Indeed, if they are uneducated or poorly educated, they will squander such investments.” “The best inheritance is education,” he had told the audience made up of parents, union leaders, teachers, religions and traditional leaders while encouraging them to play their part in sustaining the infrastructure development which the state government has recorded in the last five years. As part of moves to boost the implementation of EDOBEST, the governor has announced a technical education revival plan that would ensure that his administration establishes technical colleges in all local government areas of the state to provide manpower for the industries and ensure self-reliance in the state.

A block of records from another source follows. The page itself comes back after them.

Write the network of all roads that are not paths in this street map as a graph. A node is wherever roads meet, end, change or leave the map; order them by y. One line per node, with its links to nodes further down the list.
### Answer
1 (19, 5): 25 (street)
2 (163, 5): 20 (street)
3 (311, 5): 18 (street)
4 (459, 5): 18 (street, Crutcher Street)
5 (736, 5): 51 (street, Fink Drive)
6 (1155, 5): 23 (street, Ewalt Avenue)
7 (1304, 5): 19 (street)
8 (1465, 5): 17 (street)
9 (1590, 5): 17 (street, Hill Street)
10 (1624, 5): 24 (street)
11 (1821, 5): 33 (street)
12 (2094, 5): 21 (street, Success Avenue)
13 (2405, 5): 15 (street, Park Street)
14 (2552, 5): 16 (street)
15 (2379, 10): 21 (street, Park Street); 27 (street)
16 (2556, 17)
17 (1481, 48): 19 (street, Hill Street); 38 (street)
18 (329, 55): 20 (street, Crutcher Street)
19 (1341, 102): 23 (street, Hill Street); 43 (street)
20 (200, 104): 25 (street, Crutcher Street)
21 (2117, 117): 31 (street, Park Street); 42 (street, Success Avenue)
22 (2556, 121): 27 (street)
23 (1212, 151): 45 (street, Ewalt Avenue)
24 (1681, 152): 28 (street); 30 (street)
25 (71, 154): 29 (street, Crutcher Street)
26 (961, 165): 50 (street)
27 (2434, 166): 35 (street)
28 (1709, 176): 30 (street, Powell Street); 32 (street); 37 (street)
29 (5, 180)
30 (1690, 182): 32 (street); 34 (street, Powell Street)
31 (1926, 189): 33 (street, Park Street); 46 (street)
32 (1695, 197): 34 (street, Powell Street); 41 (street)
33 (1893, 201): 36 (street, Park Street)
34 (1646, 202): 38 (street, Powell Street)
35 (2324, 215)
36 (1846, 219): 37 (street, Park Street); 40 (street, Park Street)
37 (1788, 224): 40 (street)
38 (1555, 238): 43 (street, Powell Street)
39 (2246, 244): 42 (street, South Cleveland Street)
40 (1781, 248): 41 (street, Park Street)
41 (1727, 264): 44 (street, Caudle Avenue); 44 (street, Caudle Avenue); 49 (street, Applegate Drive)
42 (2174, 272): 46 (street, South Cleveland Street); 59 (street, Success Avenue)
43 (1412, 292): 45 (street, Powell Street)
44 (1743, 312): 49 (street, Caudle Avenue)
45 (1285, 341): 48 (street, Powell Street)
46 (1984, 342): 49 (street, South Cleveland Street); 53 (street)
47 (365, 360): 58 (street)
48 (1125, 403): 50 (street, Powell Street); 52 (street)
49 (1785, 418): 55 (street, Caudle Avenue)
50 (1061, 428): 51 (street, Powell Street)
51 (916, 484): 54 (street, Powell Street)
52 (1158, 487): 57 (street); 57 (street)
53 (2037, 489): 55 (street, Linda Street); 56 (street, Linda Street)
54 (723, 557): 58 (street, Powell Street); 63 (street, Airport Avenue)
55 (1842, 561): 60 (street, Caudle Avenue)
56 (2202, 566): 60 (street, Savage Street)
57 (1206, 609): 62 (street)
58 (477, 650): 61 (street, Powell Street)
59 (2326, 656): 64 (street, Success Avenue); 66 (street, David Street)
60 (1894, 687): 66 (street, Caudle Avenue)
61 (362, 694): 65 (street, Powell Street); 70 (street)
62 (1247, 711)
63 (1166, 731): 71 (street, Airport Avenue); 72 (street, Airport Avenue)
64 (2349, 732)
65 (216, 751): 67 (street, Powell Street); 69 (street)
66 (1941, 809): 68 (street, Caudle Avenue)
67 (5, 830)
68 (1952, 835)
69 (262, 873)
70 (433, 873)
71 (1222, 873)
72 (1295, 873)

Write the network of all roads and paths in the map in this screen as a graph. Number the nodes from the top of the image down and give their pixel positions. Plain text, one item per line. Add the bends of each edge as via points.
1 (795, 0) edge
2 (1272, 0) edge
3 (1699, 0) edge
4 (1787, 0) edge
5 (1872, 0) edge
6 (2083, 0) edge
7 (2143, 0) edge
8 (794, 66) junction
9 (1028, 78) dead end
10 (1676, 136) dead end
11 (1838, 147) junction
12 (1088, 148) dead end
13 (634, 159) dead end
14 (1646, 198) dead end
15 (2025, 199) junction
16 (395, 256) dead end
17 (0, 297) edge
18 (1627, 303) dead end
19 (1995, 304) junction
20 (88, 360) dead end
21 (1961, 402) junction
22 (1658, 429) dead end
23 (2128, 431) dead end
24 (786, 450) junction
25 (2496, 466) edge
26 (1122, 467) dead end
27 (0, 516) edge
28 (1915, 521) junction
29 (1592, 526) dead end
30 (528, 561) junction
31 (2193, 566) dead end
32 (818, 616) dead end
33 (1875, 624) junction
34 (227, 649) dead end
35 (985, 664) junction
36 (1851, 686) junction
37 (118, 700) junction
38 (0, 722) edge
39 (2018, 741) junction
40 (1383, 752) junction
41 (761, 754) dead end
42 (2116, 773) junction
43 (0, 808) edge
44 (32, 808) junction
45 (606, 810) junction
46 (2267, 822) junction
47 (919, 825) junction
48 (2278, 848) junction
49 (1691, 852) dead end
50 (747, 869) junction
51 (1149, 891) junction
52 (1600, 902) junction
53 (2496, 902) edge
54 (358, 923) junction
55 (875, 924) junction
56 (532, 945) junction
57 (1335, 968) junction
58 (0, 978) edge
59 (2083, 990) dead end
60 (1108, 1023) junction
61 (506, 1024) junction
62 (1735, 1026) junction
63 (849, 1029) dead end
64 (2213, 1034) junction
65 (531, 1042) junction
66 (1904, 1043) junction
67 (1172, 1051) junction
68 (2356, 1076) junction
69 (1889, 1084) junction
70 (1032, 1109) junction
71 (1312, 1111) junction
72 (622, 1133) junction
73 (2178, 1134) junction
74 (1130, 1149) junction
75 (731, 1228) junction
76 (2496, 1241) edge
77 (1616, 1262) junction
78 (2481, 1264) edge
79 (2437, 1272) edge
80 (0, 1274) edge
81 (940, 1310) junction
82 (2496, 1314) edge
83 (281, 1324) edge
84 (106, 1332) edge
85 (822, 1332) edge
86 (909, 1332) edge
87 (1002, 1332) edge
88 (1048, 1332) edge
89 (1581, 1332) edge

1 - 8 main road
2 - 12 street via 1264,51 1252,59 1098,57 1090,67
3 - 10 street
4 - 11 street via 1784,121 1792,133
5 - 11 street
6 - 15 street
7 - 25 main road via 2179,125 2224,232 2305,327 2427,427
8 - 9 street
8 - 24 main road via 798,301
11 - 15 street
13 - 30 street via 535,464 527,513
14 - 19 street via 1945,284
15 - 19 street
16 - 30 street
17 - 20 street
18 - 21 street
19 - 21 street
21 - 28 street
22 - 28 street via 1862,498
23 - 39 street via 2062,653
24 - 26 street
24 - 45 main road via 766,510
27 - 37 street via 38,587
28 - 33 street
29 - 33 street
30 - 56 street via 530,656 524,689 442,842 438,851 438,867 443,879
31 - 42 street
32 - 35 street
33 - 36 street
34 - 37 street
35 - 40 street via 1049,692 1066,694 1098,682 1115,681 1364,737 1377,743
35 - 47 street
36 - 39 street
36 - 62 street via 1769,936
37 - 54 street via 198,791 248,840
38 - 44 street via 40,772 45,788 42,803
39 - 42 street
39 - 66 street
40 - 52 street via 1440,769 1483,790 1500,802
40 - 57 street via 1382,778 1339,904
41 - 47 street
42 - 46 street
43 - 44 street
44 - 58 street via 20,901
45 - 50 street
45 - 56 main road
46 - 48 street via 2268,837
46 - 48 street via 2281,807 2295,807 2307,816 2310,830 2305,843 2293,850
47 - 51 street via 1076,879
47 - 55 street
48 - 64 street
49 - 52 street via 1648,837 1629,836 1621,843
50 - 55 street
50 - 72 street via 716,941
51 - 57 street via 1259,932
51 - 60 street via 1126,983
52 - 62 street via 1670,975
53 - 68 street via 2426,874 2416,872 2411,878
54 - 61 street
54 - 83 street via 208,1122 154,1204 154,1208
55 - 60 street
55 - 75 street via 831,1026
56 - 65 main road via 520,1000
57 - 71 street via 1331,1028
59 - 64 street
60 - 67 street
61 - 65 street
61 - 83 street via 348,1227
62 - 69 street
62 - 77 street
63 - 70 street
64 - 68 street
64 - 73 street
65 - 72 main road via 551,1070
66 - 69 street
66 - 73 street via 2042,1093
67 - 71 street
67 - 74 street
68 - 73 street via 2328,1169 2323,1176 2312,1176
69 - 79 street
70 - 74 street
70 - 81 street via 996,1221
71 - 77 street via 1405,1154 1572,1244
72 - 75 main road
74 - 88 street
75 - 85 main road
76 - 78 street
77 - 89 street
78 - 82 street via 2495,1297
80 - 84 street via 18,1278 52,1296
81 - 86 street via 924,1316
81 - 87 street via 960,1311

We are determined to transform the education sector and properly direct the state’s resources to develop human capacity,” Obaseki said, adding that the rehabilitation of existing technical colleges has been consistent. Recently, the governor got the approval of the National Commission for Colleges of Education (NCCE) for the establishment of the Edo State Colleges of Education, with three campuses in Abudu, Igueben and Afuze to address the teacher needs of the state and country. Besides, the Federal Government has also approved the establishment of a Federal College of Education (Technical) in Ekiadolor to train teachers in technical subjects, while Governor Obaseki’s administration has invested in the restructuring Edo State College of Agriculture and Natural Resources, with three campuses in Iguoriakhi, Agenebode and Uromi.